The mother could begin attending the Doman Method Course: From Special Needs to Wellness while she is recovering in the hospital. She could continue the course at home with her husband and concerned members of the family. The discharge papers from the hospital should lay out all of the best practices of the Doman Method for a newborn with brain injury.
As soon as the mother and baby go home, qualified therapists would come to the parents’ house to teach them each part of the baby’s sensory and motor development program. The parents would receive a Doman Method coach who they can contact for help and to get their questions answered.
The qualified therapists would continue to visit the family, making certain that the program is being done correctly.
Using the Doman Method protocol, the families continue to receive lectures about the child’s neurological development. Every six months the child is newly assessed and the program is updated. This continues until the child graduates to wellness.
For example, a family from Portugal came to us with their moderately brain-injured daughter. The family was not able to start the program until the baby was more than a year old. However, within a year of starting the program, she was functioning above age level in all ways. We graduated her and for the last few years, she has been competing successfully with her average peers.

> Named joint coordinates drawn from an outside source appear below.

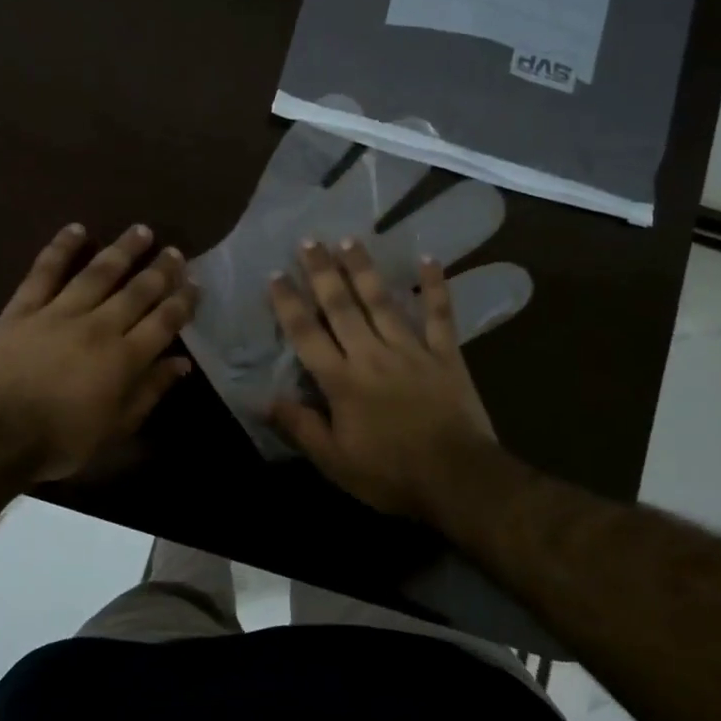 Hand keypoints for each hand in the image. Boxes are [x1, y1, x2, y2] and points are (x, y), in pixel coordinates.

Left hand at [0, 223, 197, 480]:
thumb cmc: (62, 440)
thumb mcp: (116, 428)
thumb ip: (150, 391)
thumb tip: (181, 363)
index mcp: (124, 358)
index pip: (163, 321)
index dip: (182, 301)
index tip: (195, 284)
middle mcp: (98, 326)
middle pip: (137, 291)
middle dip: (161, 270)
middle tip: (175, 252)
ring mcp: (59, 313)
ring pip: (98, 273)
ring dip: (122, 250)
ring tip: (141, 231)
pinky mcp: (24, 308)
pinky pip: (45, 271)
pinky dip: (61, 248)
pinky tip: (76, 229)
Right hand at [267, 238, 495, 519]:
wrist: (458, 480)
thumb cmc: (391, 475)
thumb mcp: (334, 462)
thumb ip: (300, 426)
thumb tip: (263, 399)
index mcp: (341, 380)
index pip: (307, 334)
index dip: (288, 303)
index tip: (275, 275)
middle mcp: (372, 354)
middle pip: (342, 306)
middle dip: (322, 272)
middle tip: (309, 241)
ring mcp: (411, 350)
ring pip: (382, 301)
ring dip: (364, 269)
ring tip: (350, 240)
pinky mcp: (446, 355)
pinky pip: (439, 315)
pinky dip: (435, 286)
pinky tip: (429, 259) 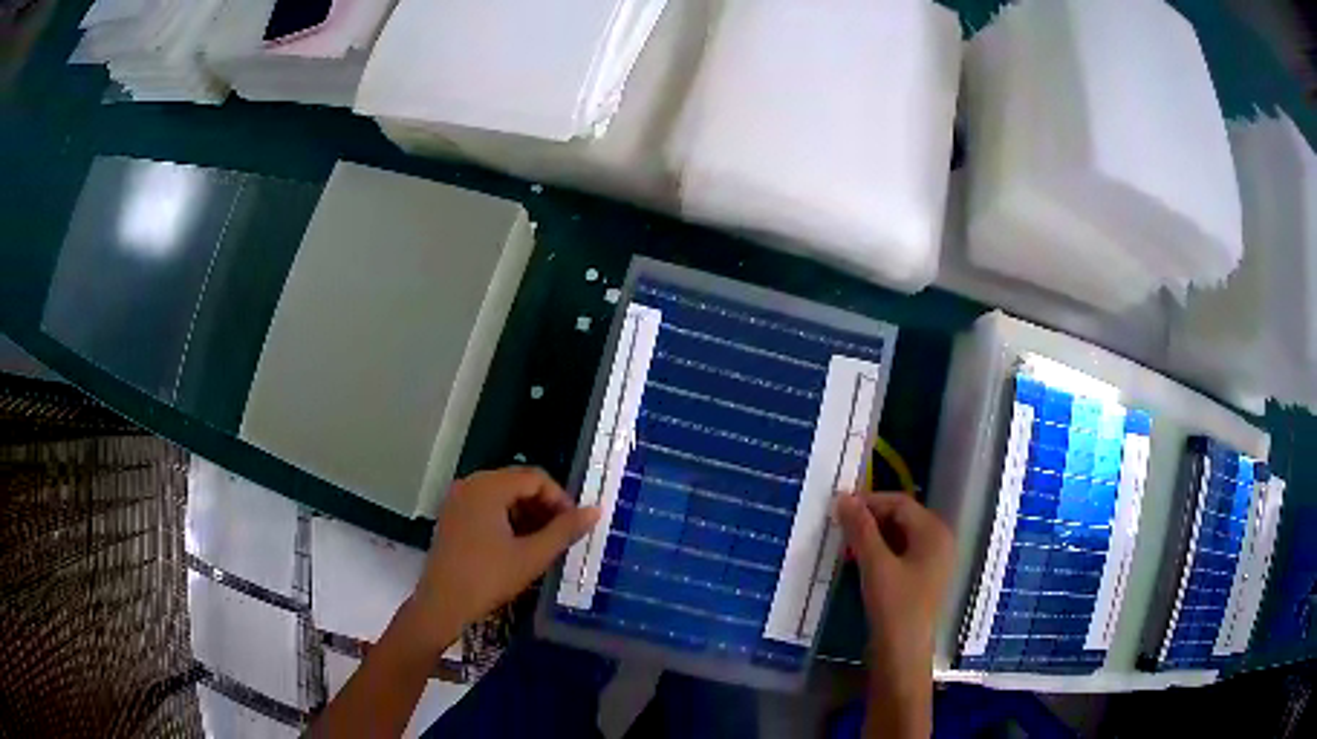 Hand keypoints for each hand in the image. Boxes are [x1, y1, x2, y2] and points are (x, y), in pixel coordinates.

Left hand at [409, 467, 599, 649]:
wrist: (442, 604)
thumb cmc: (488, 578)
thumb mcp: (532, 556)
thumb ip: (564, 530)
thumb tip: (595, 510)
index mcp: (488, 486)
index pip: (535, 477)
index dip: (560, 498)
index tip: (574, 526)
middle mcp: (470, 484)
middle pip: (518, 483)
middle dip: (544, 506)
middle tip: (562, 535)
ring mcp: (458, 500)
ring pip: (503, 495)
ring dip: (527, 514)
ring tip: (544, 543)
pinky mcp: (453, 516)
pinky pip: (487, 506)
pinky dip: (508, 520)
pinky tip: (519, 545)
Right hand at [835, 492, 952, 737]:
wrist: (903, 655)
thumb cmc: (895, 606)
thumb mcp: (875, 565)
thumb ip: (860, 529)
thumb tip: (843, 498)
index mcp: (934, 532)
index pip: (899, 502)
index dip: (868, 502)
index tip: (838, 508)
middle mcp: (939, 541)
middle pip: (901, 518)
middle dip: (869, 520)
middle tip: (839, 528)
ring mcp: (933, 562)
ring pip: (899, 537)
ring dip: (872, 538)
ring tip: (844, 547)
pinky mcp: (922, 580)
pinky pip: (901, 555)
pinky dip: (880, 553)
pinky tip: (858, 564)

The Doman Method is not perfect and many children fail to achieve wellness. Many children succeed in being above age level, for example, in reading and general knowledge. However, neurological issues such as mobility or language are not totally resolved. Rarely do children fail to succeed beyond their parents’ hopes from before the program. It’s essential for Doman International to continue its innovation to create better programs and to continue expanding our positive outcomes. Funds need to be provided to accelerate this innovation.